> **Try it**: Type out each record word for word. Pictures stay out.

> **Information supplied**:
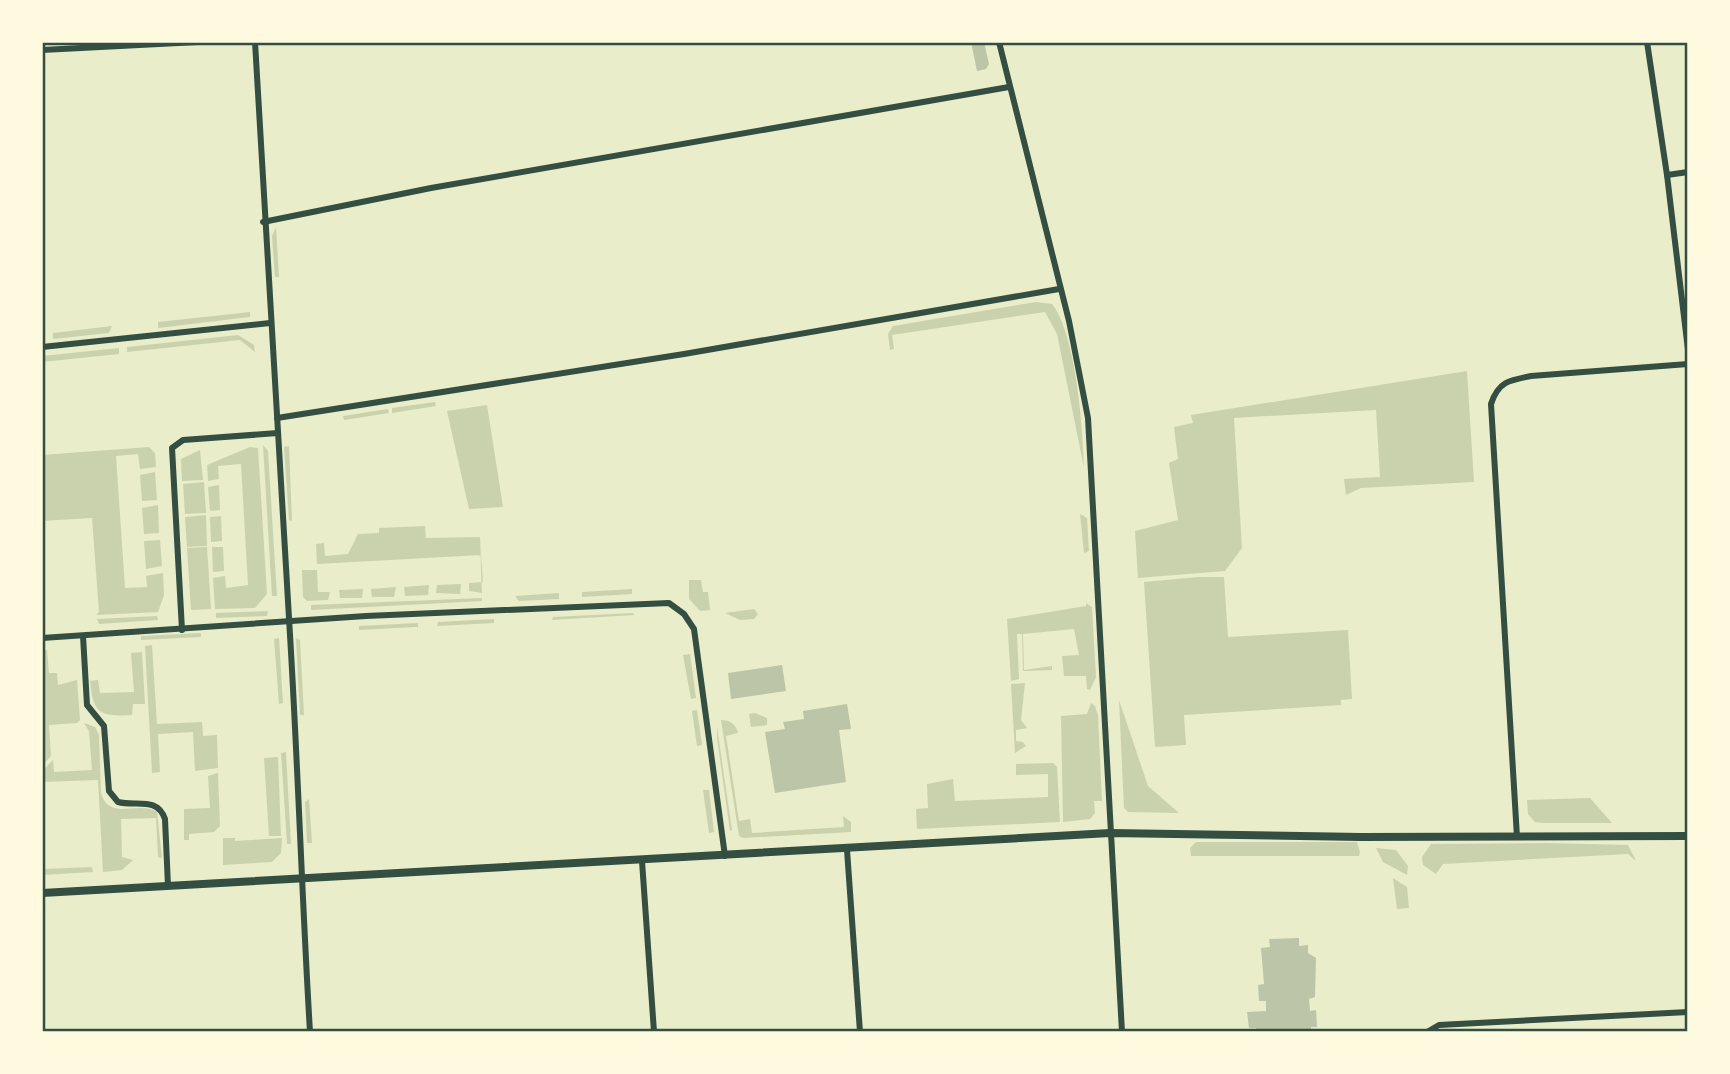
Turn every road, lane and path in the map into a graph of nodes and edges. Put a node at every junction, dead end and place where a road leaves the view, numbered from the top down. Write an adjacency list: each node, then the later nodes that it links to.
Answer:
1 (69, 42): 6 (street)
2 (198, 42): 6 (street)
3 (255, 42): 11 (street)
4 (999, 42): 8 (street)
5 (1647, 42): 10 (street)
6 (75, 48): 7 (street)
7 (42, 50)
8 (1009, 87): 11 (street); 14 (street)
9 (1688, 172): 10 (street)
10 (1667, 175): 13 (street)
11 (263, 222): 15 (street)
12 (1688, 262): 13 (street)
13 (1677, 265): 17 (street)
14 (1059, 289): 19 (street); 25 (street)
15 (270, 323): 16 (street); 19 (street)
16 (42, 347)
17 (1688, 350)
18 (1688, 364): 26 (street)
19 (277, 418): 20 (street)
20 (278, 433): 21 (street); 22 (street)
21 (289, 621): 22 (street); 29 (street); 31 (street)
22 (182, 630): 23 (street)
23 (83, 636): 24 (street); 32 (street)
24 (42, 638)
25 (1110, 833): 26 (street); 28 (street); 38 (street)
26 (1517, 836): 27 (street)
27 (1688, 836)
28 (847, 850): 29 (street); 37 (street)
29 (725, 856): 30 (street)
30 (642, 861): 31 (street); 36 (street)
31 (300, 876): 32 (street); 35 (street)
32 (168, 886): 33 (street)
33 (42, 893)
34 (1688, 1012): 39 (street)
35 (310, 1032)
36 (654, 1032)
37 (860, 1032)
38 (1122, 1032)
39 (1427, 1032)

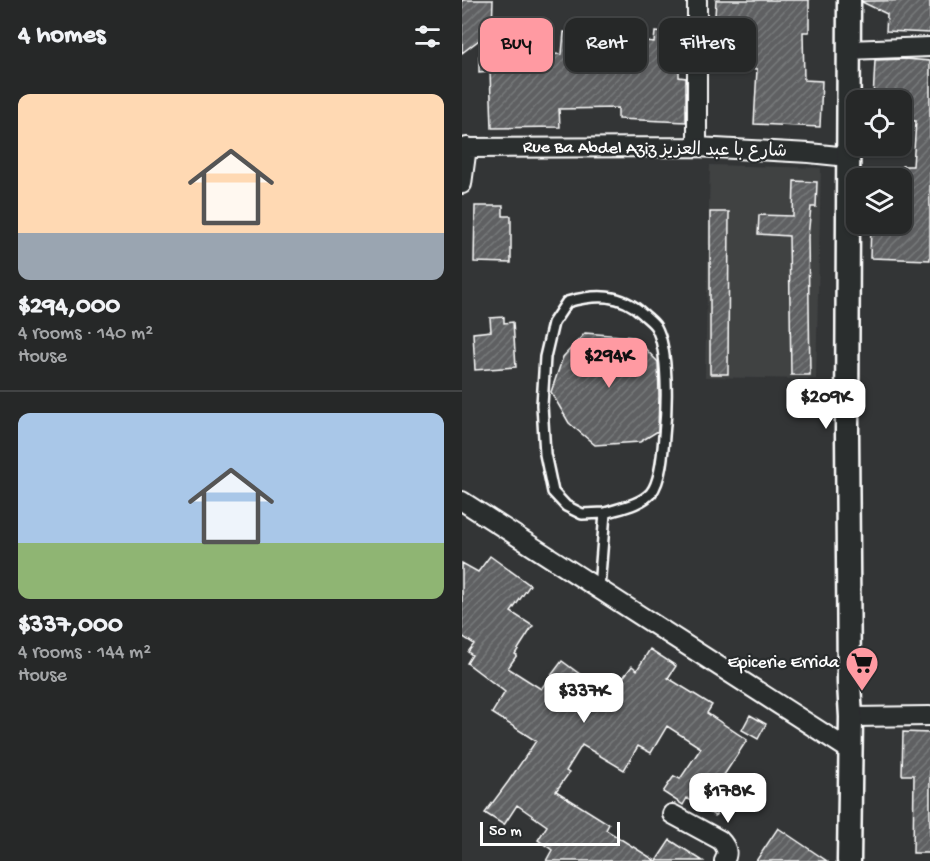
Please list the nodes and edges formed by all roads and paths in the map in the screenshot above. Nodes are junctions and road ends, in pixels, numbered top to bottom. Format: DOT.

> **Your response**:
Turn every road, lane and path in the map into a graph of nodes and edges. Put a node at every junction, dead end and place where a road leaves the view, numbered from the top down. Write an adjacency list: each node, then the later nodes that it links to.
Answer:
1 (69, 42): 6 (street)
2 (198, 42): 6 (street)
3 (255, 42): 11 (street)
4 (999, 42): 8 (street)
5 (1647, 42): 10 (street)
6 (75, 48): 7 (street)
7 (42, 50)
8 (1009, 87): 11 (street); 14 (street)
9 (1688, 172): 10 (street)
10 (1667, 175): 13 (street)
11 (263, 222): 15 (street)
12 (1688, 262): 13 (street)
13 (1677, 265): 17 (street)
14 (1059, 289): 19 (street); 25 (street)
15 (270, 323): 16 (street); 19 (street)
16 (42, 347)
17 (1688, 350)
18 (1688, 364): 26 (street)
19 (277, 418): 20 (street)
20 (278, 433): 21 (street); 22 (street)
21 (289, 621): 22 (street); 29 (street); 31 (street)
22 (182, 630): 23 (street)
23 (83, 636): 24 (street); 32 (street)
24 (42, 638)
25 (1110, 833): 26 (street); 28 (street); 38 (street)
26 (1517, 836): 27 (street)
27 (1688, 836)
28 (847, 850): 29 (street); 37 (street)
29 (725, 856): 30 (street)
30 (642, 861): 31 (street); 36 (street)
31 (300, 876): 32 (street); 35 (street)
32 (168, 886): 33 (street)
33 (42, 893)
34 (1688, 1012): 39 (street)
35 (310, 1032)
36 (654, 1032)
37 (860, 1032)
38 (1122, 1032)
39 (1427, 1032)

Please list the nodes and edges formed by all roads and paths in the map in the screenshot above. Nodes are junctions and road ends, in pixels, numbered top to bottom. Format: DOT.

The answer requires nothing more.